Share

2.

Aku menatap kosong kamar apartemen milik Hasan, sedikit pun mataku tak bisa terpejam. Sepertinya kantuk tak ingin menghampiriku setelah Hasan selesai menghukumku.

Jangan tanya apa hukuman yang ia berikan padaku karena aku tak ingin mengatakannya, cukup kalian pikirkan saja hukuman seperti apa yang di berikan untuk slave.

Tersenyum meringis melihat penampilanku sendiri, meskipun begitu Hasan tetap memakaikan kembali pakaian untukku. Setidaknya pria itu tidak membiarkanku naked di dalam selimut putih ini dan membiarkanku mati kedinginan dari dinginnya ac.

Tapi, tetap saja, seorang budak ya tetaplah budak. Jangan pernah bermimpi untuk menginginkan hal yang lebih indah. Anggaplah semuanya ini seperti mimpi buruk. Mimpi buruk yang sedang menghampirimu disaat kau tertidur lelap.

Cklek.

Bola mataku langsung berpindah alih saat mendengar suara pintu kamar yang terbuka. Disana aku melihat dia yang perlahan masuk dengan penampilannya yang bertelanjang dada alias topless.

"Sudah bangun?" tanyanya menatapku.

Bodoh! umpatku dalam hati, ingin sekali aku meneriakkan kata itu akibat pertanyaan bodohnya.

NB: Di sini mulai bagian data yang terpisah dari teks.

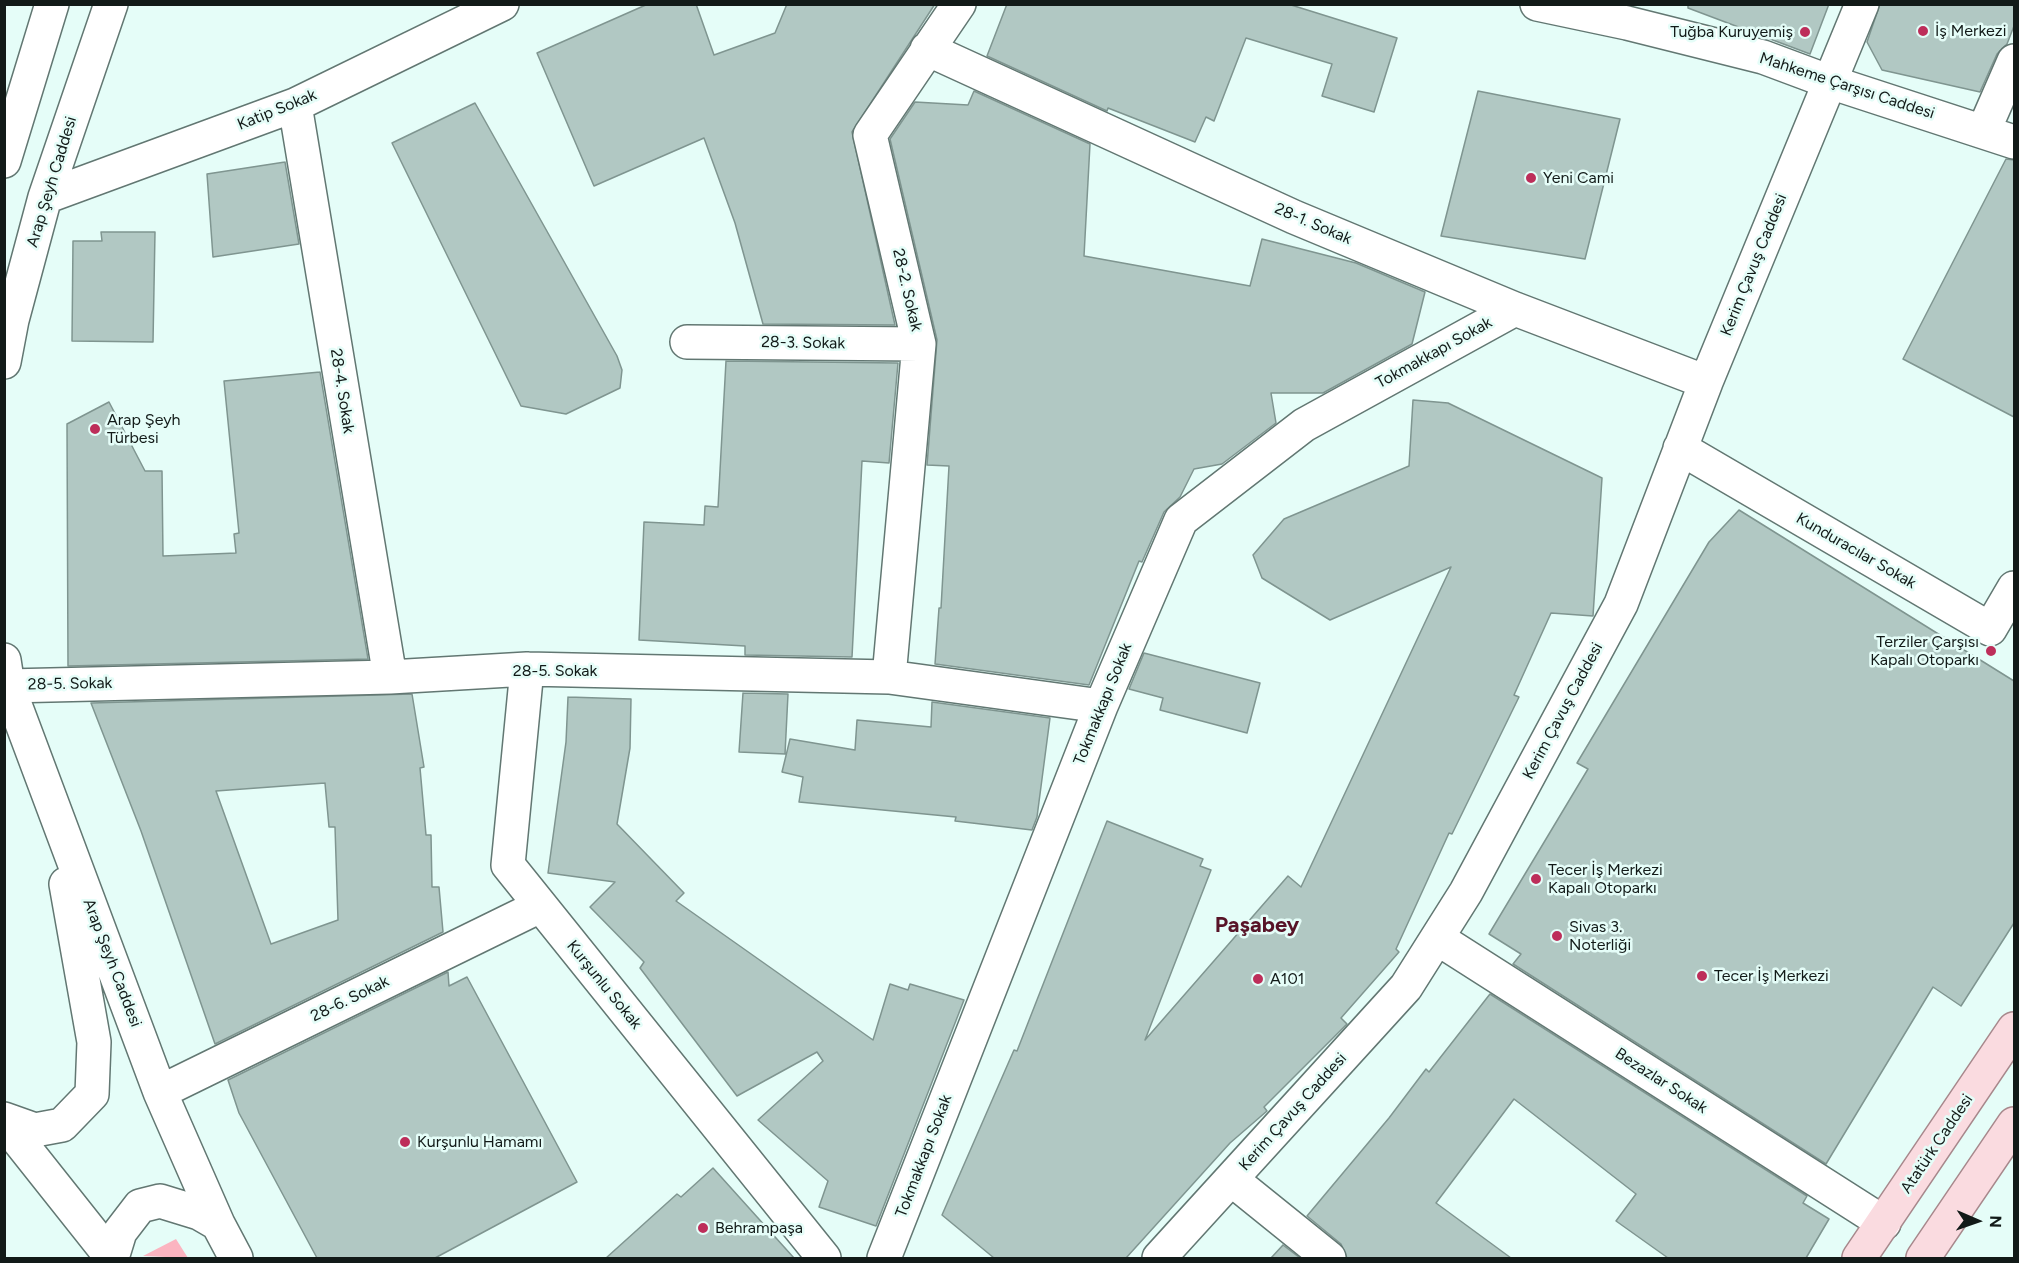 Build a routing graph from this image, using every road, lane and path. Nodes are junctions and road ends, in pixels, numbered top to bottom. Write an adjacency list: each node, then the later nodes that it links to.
1 (52, 4): 13 (street)
2 (111, 4): 14 (street, Arap Şeyh Caddesi)
3 (502, 4): 10 (street, Katip Sokak)
4 (959, 4): 7 (street, 28-2. Sokak)
5 (1537, 4): 9 (street, Mahkeme Çarşısı Caddesi)
6 (1862, 4): 9 (street, Kerim Çavuş Caddesi)
7 (927, 49): 15 (street, 28-1. Sokak); 17 (street, 28-2. Sokak)
8 (2014, 61): 11 (street)
9 (1830, 82): 11 (street, Mahkeme Çarşısı Caddesi); 19 (street, Kerim Çavuş Caddesi)
10 (295, 105): 14 (street, Katip Sokak); 24 (street, 28-4. Sokak)
11 (1984, 130): 12 (street, Mahkeme Çarşısı Caddesi)
12 (2014, 142)
13 (4, 161)
14 (45, 197): 18 (street, Arap Şeyh Caddesi)
15 (1515, 309): 19 (street, 28-1. Sokak); 26 (street, Tokmakkapı Sokak)
16 (687, 342): 17 (street, 28-3. Sokak)
17 (920, 344): 25 (street, 28-2. Sokak)
18 (4, 362)
19 (1706, 382): 20 (street, Kerim Çavuş Caddesi)
20 (1680, 448): 21 (street, Kunduracılar Sokak); 29 (street, Kerim Çavuş Caddesi)
21 (2014, 588)
22 (527, 669): 24 (street, 28-5. Sokak); 25 (street, 28-5. Sokak); 28 (street, Kurşunlu Sokak)
23 (6, 673): 24 (street, 28-5. Sokak); 27 (street, Arap Şeyh Caddesi)
24 (390, 677)
25 (889, 677): 26 (street, 28-5. Sokak)
26 (1101, 706): 40 (street, Tokmakkapı Sokak)
27 (52, 806): 31 (street, Arap Şeyh Caddesi); 32 (street)
28 (540, 906): 31 (street, 28-6. Sokak); 39 (street, Kurşunlu Sokak)
29 (1437, 938): 34 (street, Kerim Çavuş Caddesi); 36 (street, Bezazlar Sokak)
30 (2014, 1029): 36 (main road, Atatürk Caddesi)
31 (160, 1092): 35 (street, Arap Şeyh Caddesi)
32 (4, 1120): 37 (street)
33 (2014, 1124): 44 (main road)
34 (1232, 1179): 41 (street, Kerim Çavuş Caddesi); 42 (street)
35 (218, 1224): 37 (street); 38 (street, Arap Şeyh Caddesi)
36 (1884, 1224): 43 (main road, Atatürk Caddesi)
37 (112, 1258)
38 (236, 1258)
39 (824, 1258)
40 (884, 1258)
41 (1159, 1258)
42 (1329, 1258)
43 (1859, 1258)
44 (1923, 1258)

"Ckck, kebiasaanmu." katanya yang kini mengambil posisi duduk di ranjang. Aku menolehkan kepala menatapnya penuh dengan kebencian.

"Kenapa kau menatapku seperti itu?"

"Kenapa? Apa kau takut dengan tatapanku?" tanyaku balik.

Hasan tertawa sumbang, entah kenapa setiap perkataanku sepertinya terdengar lucu di kedua telinganya.

"Kau terlalu percaya diri sekali," katanya mengejekku, "justru melihat tatapanmu itu malah membuatku kembali bergairah, dan ingin kembali mengulangi percintaan panas kita." ucapnya begitu vulgar.

Ciihh! Brengsek!

"Kapan semua ini akan berakhir?" tanyaku lirih dengan mata berkaca-kaca.

"Kapan kau akan melepaskanku dari jeratan gilamu ini!" jeritku terisak.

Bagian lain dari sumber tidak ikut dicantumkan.